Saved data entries
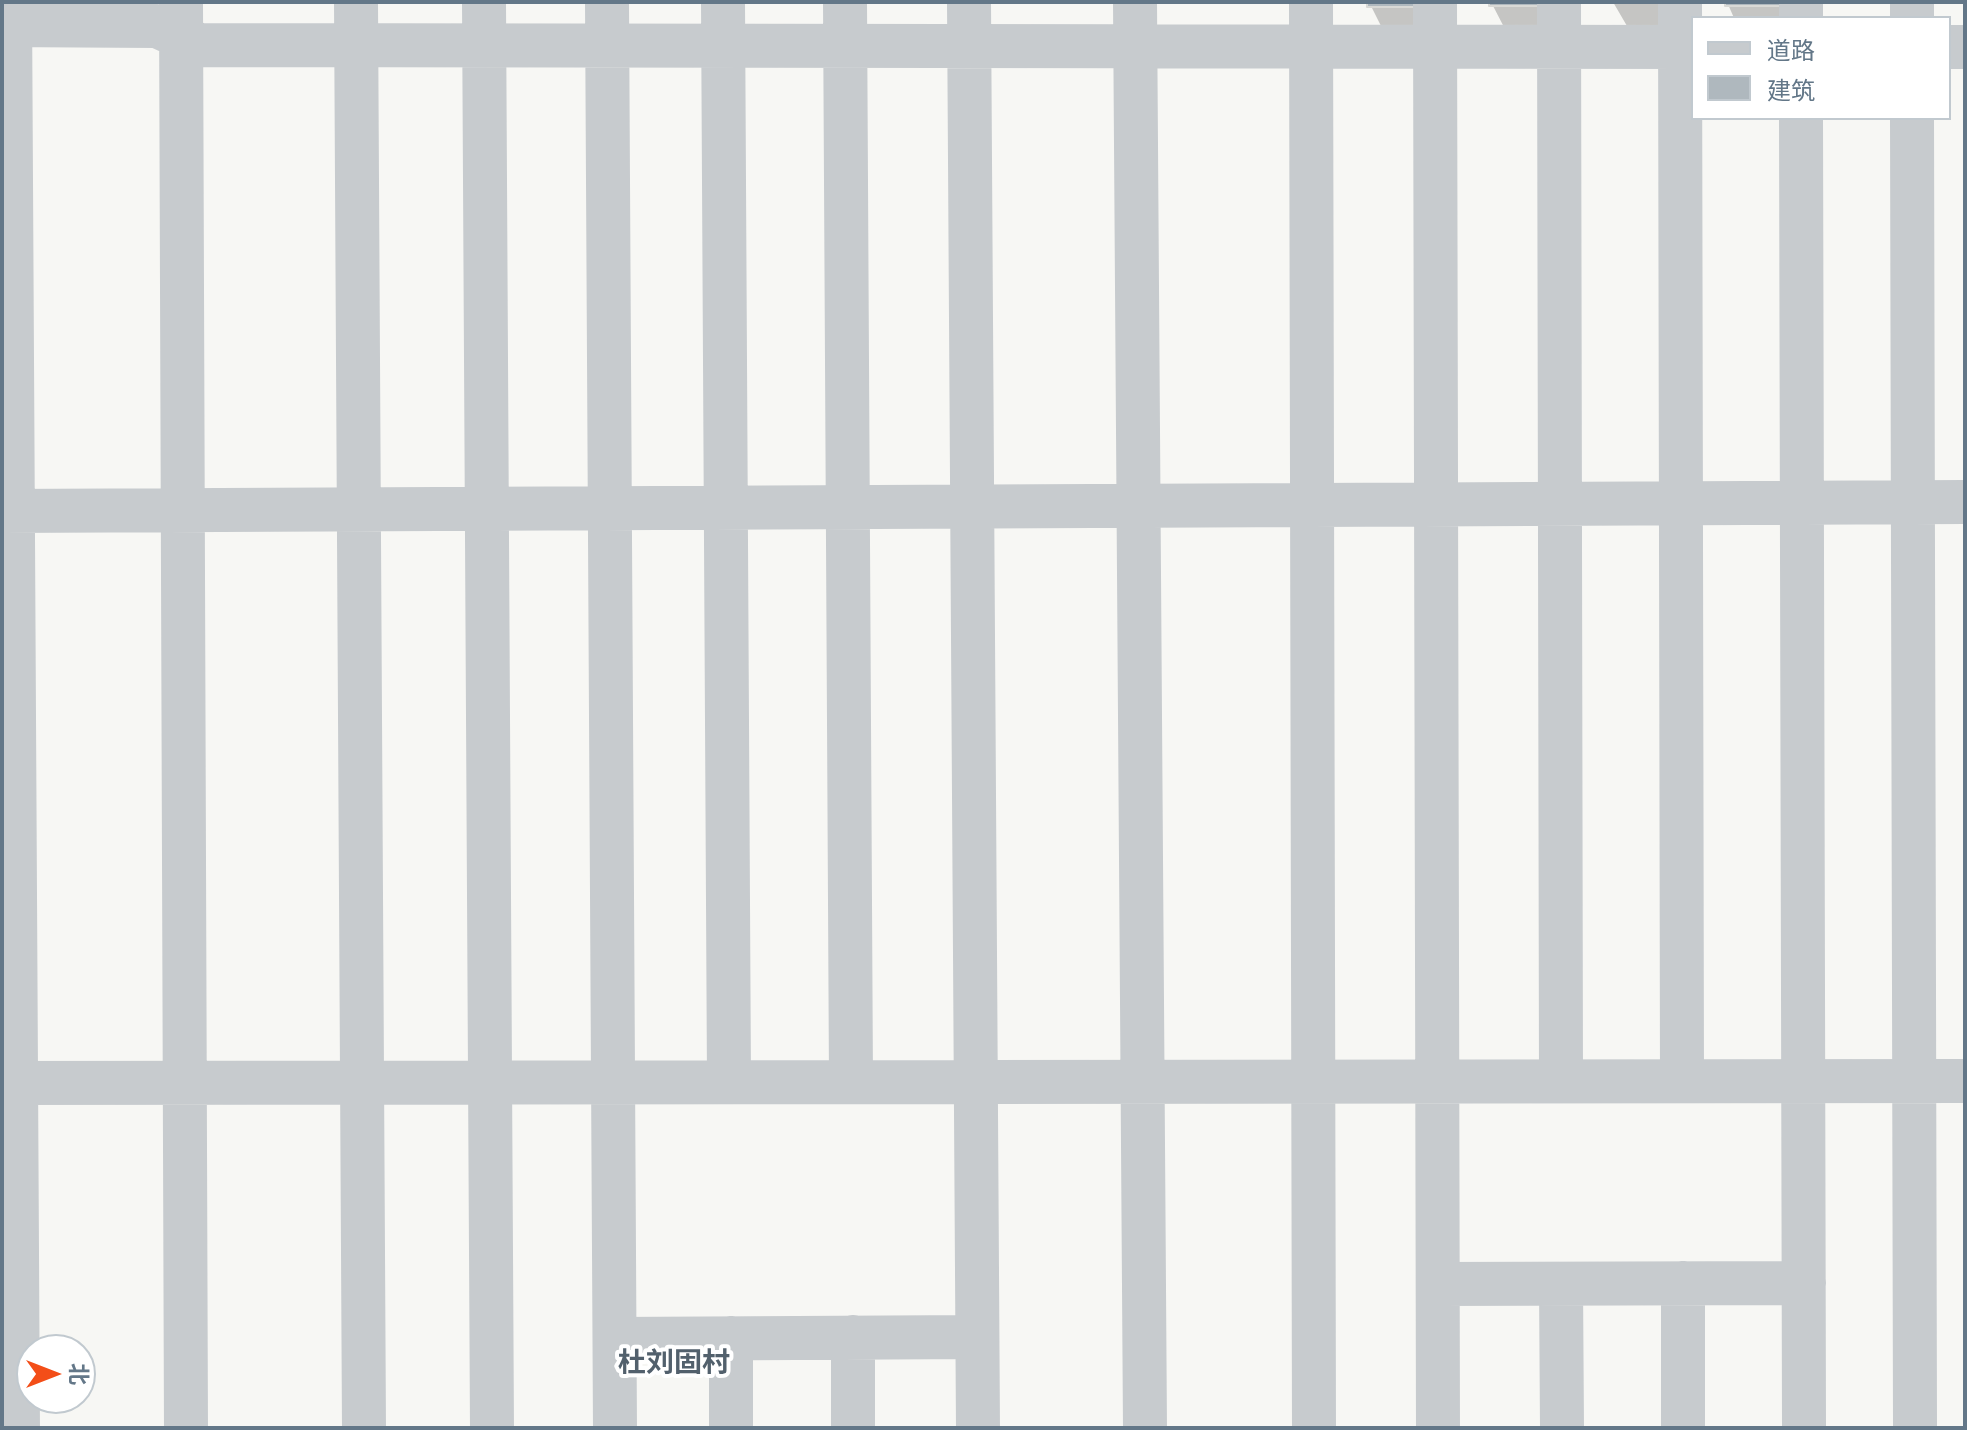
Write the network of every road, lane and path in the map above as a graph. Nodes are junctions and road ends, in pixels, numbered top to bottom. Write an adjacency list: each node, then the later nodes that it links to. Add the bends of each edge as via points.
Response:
1 (356, 2): 14 (street)
2 (484, 2): 15 (street)
3 (607, 2): 16 (street)
4 (723, 2): 17 (street)
5 (845, 2): 18 (street)
6 (969, 2): 19 (street)
7 (1135, 2): 20 (street)
8 (1311, 2): 21 (street)
9 (1435, 2): 22 (street)
10 (1559, 2): 23 (street)
11 (1680, 2): 24 (street)
12 (7, 17): 13 (street, via 157,26); 42 (street)
13 (181, 19): 14 (street, via 199,45); 40 (street)
14 (356, 45): 15 (street); 41 (street)
15 (484, 45): 16 (street); 39 (street)
16 (607, 45): 17 (street); 37 (street)
17 (723, 46): 18 (street); 38 (street)
18 (845, 46): 19 (street); 35 (street)
19 (969, 46): 20 (street); 36 (street)
20 (1135, 46): 21 (street); 34 (street)
21 (1311, 46): 22 (street); 33 (street)
22 (1435, 46): 23 (street); 31 (street)
23 (1559, 46): 24 (street); 32 (street)
24 (1686, 47): 29 (street)
25 (1801, 120): 30 (street)
26 (1912, 120): 27 (street)
27 (1913, 502): 28 (street); 30 (street); 48 (street)
28 (1965, 502)
29 (1681, 503): 30 (street); 32 (street); 46 (street)
30 (1802, 503): 47 (street)
31 (1436, 504): 32 (street); 33 (street); 44 (street)
32 (1560, 504): 45 (street)
33 (1313, 505): 34 (street); 43 (street)
34 (1138, 506): 36 (street); 55 (street)
35 (848, 507): 36 (street); 38 (street); 53 (street)
36 (972, 507): 54 (street)
37 (610, 508): 38 (street); 39 (street); 51 (street)
38 (726, 508): 52 (street)
39 (487, 509): 41 (street); 50 (street)
40 (183, 510): 41 (street); 42 (street); 57 (street)
41 (359, 510): 58 (street)
42 (7, 511): 56 (street)
43 (1314, 1081): 44 (street); 55 (street); 76 (street)
44 (1437, 1081): 45 (street); 61 (street)
45 (1561, 1081): 46 (street)
46 (1682, 1081): 47 (street)
47 (1803, 1081): 48 (street); 60 (street)
48 (1914, 1081): 49 (street); 81 (street)
49 (1965, 1081)
50 (490, 1082): 51 (street); 58 (street); 70 (street)
51 (613, 1082): 52 (street); 66 (street)
52 (729, 1082): 53 (street)
53 (851, 1082): 54 (street)
54 (975, 1082): 55 (street); 64 (street)
55 (1142, 1082): 75 (street)
56 (9, 1083): 57 (street); 67 (street)
57 (185, 1083): 58 (street); 68 (street)
58 (362, 1083): 69 (street)
59 (1683, 1283): 60 (street); 62 (street); 79 (street)
60 (1804, 1283): 80 (street)
61 (1438, 1284): 62 (street); 77 (street)
62 (1561, 1284): 78 (street)
63 (853, 1337): 64 (street); 65 (street); 73 (street)
64 (977, 1337): 74 (street)
65 (731, 1338): 66 (street); 72 (street)
66 (615, 1339): 71 (street)
67 (18, 1428)
68 (186, 1428)
69 (364, 1428)
70 (492, 1428)
71 (615, 1428)
72 (731, 1428)
73 (853, 1428)
74 (978, 1428)
75 (1145, 1428)
76 (1314, 1428)
77 (1438, 1428)
78 (1562, 1428)
79 (1683, 1428)
80 (1804, 1428)
81 (1915, 1428)

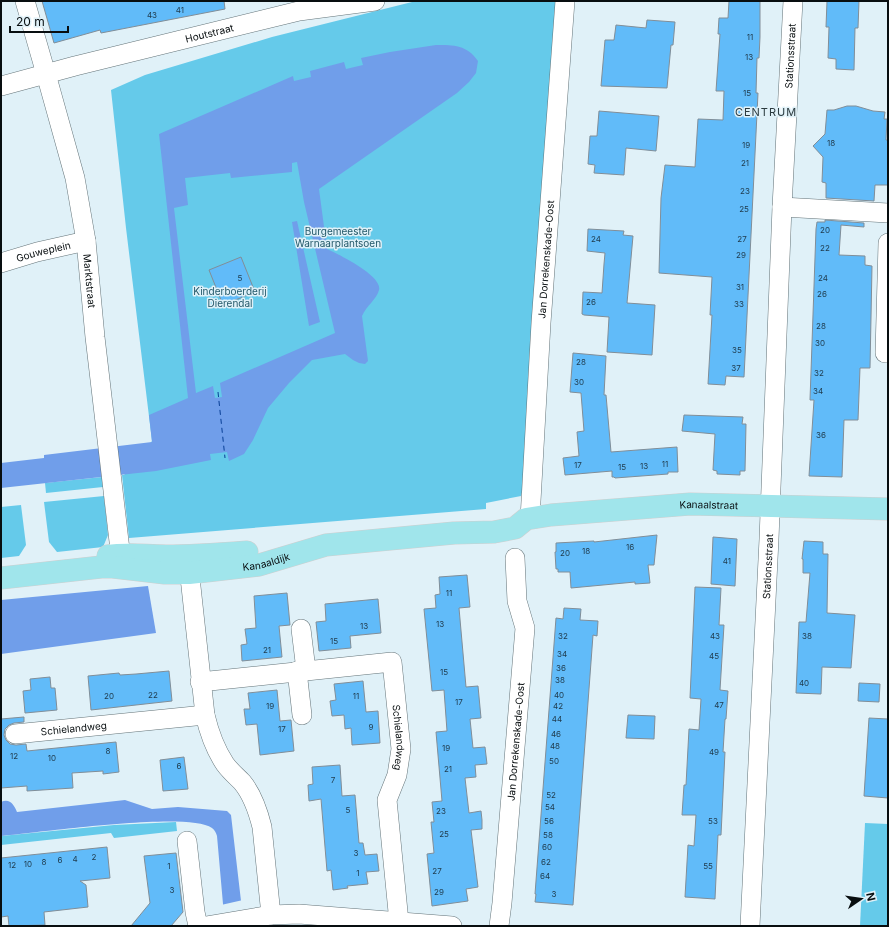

TASK DIRECTIONS
Keeping the pictures out, output the records from above exactly and completely.

EXERCISE ANSWER
Write the network of every road, lane and path in the map above as a graph. Nodes are junctions and road ends, in pixels, numbered top to bottom. Write an adjacency list: each node, then the later nodes that it links to. Add the bends of each edge as via points.
Response:
1 (356, 2): 14 (street)
2 (484, 2): 15 (street)
3 (607, 2): 16 (street)
4 (723, 2): 17 (street)
5 (845, 2): 18 (street)
6 (969, 2): 19 (street)
7 (1135, 2): 20 (street)
8 (1311, 2): 21 (street)
9 (1435, 2): 22 (street)
10 (1559, 2): 23 (street)
11 (1680, 2): 24 (street)
12 (7, 17): 13 (street, via 157,26); 42 (street)
13 (181, 19): 14 (street, via 199,45); 40 (street)
14 (356, 45): 15 (street); 41 (street)
15 (484, 45): 16 (street); 39 (street)
16 (607, 45): 17 (street); 37 (street)
17 (723, 46): 18 (street); 38 (street)
18 (845, 46): 19 (street); 35 (street)
19 (969, 46): 20 (street); 36 (street)
20 (1135, 46): 21 (street); 34 (street)
21 (1311, 46): 22 (street); 33 (street)
22 (1435, 46): 23 (street); 31 (street)
23 (1559, 46): 24 (street); 32 (street)
24 (1686, 47): 29 (street)
25 (1801, 120): 30 (street)
26 (1912, 120): 27 (street)
27 (1913, 502): 28 (street); 30 (street); 48 (street)
28 (1965, 502)
29 (1681, 503): 30 (street); 32 (street); 46 (street)
30 (1802, 503): 47 (street)
31 (1436, 504): 32 (street); 33 (street); 44 (street)
32 (1560, 504): 45 (street)
33 (1313, 505): 34 (street); 43 (street)
34 (1138, 506): 36 (street); 55 (street)
35 (848, 507): 36 (street); 38 (street); 53 (street)
36 (972, 507): 54 (street)
37 (610, 508): 38 (street); 39 (street); 51 (street)
38 (726, 508): 52 (street)
39 (487, 509): 41 (street); 50 (street)
40 (183, 510): 41 (street); 42 (street); 57 (street)
41 (359, 510): 58 (street)
42 (7, 511): 56 (street)
43 (1314, 1081): 44 (street); 55 (street); 76 (street)
44 (1437, 1081): 45 (street); 61 (street)
45 (1561, 1081): 46 (street)
46 (1682, 1081): 47 (street)
47 (1803, 1081): 48 (street); 60 (street)
48 (1914, 1081): 49 (street); 81 (street)
49 (1965, 1081)
50 (490, 1082): 51 (street); 58 (street); 70 (street)
51 (613, 1082): 52 (street); 66 (street)
52 (729, 1082): 53 (street)
53 (851, 1082): 54 (street)
54 (975, 1082): 55 (street); 64 (street)
55 (1142, 1082): 75 (street)
56 (9, 1083): 57 (street); 67 (street)
57 (185, 1083): 58 (street); 68 (street)
58 (362, 1083): 69 (street)
59 (1683, 1283): 60 (street); 62 (street); 79 (street)
60 (1804, 1283): 80 (street)
61 (1438, 1284): 62 (street); 77 (street)
62 (1561, 1284): 78 (street)
63 (853, 1337): 64 (street); 65 (street); 73 (street)
64 (977, 1337): 74 (street)
65 (731, 1338): 66 (street); 72 (street)
66 (615, 1339): 71 (street)
67 (18, 1428)
68 (186, 1428)
69 (364, 1428)
70 (492, 1428)
71 (615, 1428)
72 (731, 1428)
73 (853, 1428)
74 (978, 1428)
75 (1145, 1428)
76 (1314, 1428)
77 (1438, 1428)
78 (1562, 1428)
79 (1683, 1428)
80 (1804, 1428)
81 (1915, 1428)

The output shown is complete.